## Imports, Reading Data, Setting up tests

In [3]:
import pandas as pd
import numpy as np
import sklearn.metrics as metrics
from xgboost import XGBRegressor
from sklearn.model_selection import GridSearchCV
from sklearn.model_selection import RandomizedSearchCV


In [28]:
training_data = pd.read_csv("../../../data/current_data/train_3.csv")
test_data = pd.read_csv("../../../data/current_data/test_3.csv")

In [77]:
y_variable = 'pct_health_ins_19_64'

broadband_vars3 = ['pct_internet',  'pct_only_smartphone',
                   'pct_internet_broadband_fiber','Ookla Median Download Speed (Mbps)',
                  'pct_no_computing_device', 'Comcast_present',
 'ATT_present',
 'VSAT_present',
 'Century_Link_present',
 'Spectrum_present',
 'Crown_Castle_present',
 'Etheric_present',
 'Frontier_Communications_present',]

broadband_vars3 = ['pct_internet',  'pct_computing_device', 'pct_internet_broadband_any_type',
                   'pct_computing_device_with_broadband','Ookla Median Download Speed (Mbps)',
                   'pct_internet_broadband_satellite','Wired_Provider_Count_25']

broadband_vars_group = ['pct_only_cellular', 'pct_internet_broadband_fiber', 'pct_computing_device_with_broadband', 
                        'pct_internet_broadband_satellite', 'pct_computing_device',
                        'Ookla Median Download Speed (Mbps)','pct_internet_broadband_any_type', 'pct_internet',
                        'Wired_Provider_Count', 'pct_only_smartphone']

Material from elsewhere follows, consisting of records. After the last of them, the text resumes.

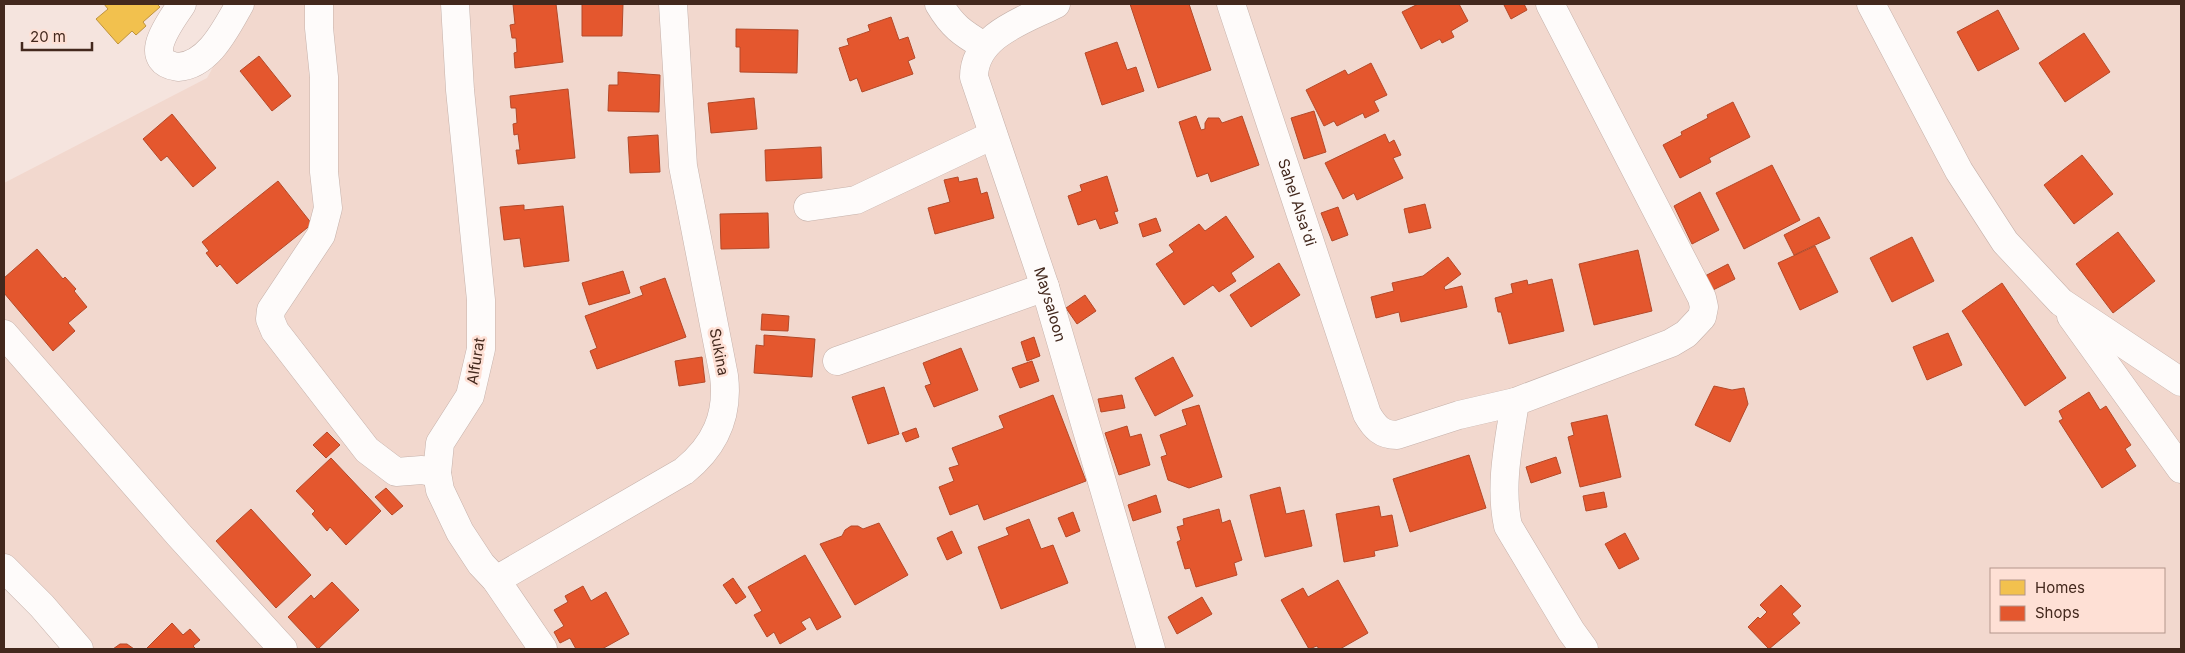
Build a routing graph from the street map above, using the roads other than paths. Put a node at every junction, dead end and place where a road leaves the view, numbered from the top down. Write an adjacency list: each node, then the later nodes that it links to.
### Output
1 (182, 4): 2 (street)
2 (240, 4)
3 (319, 4): 21 (street)
4 (455, 4): 21 (street, Alfurat)
5 (673, 4): 23 (street, Sukina)
6 (939, 4): 11 (street)
7 (1056, 4): 11 (street)
8 (1231, 4): 19 (street, Sahel Alsa'di)
9 (1550, 4): 19 (street, Sahel Alsa'di)
10 (1871, 4): 15 (street)
11 (984, 46): 12 (street, Maysaloon)
12 (993, 135): 13 (street); 14 (street, Maysaloon)
13 (808, 207)
14 (1045, 287): 17 (street); 27 (street, Maysaloon)
15 (2061, 302): 18 (street); 20 (street)
16 (4, 334): 25 (street)
17 (837, 361)
18 (2181, 382)
19 (1515, 402): 28 (street)
20 (2181, 469)
21 (438, 473): 23 (street, Alfurat)
22 (4, 568): 24 (street)
23 (496, 580): 26 (street, Alfurat)
24 (79, 649)
25 (282, 649)
26 (543, 649)
27 (1151, 649)
28 (1584, 649)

broadband_vars = broadband_vars3

In [78]:
covariates = ['log_median_income', 'pct_hisp_latino', 'pct_white',
              'log_median_income_over_log_median_house',  
             'pct_pop_foreign_born', 'pct_pop_disability', 'employment_rate', 'median_age_overall',
             'pct_ages_lt_19',
 'ruca_metro',
 'ruca_micro',
 'ruca_small_town',
 'ruca_rural',]

covariates = ['median_income', 'ATT_present', 'pct_hisp_latino',
       'pct_desktop_or_laptop', 'pct_pop_income_gt_100k',
       'pct_only_smartphone', 'pct_pop_bachelors+', 'Etheric_present',
       'pct_pop_foreign_born', 'poverty_rate', 'median_house_value',
       '0_25_Form 477 All Terrestrial Broadband: Max Advertised Consumer Download Speed (Mbps)',
       'ave_household_size', 'pct_white', 'Crown_Castle_present',
       '0_25_Ookla Median Download Speed (Mbps)', 'pct_pop_hs+', 'MaxAdDown',
       'Form 477 All Terrestrial Broadband: Max Advertised Consumer Download Speed (Mbps)']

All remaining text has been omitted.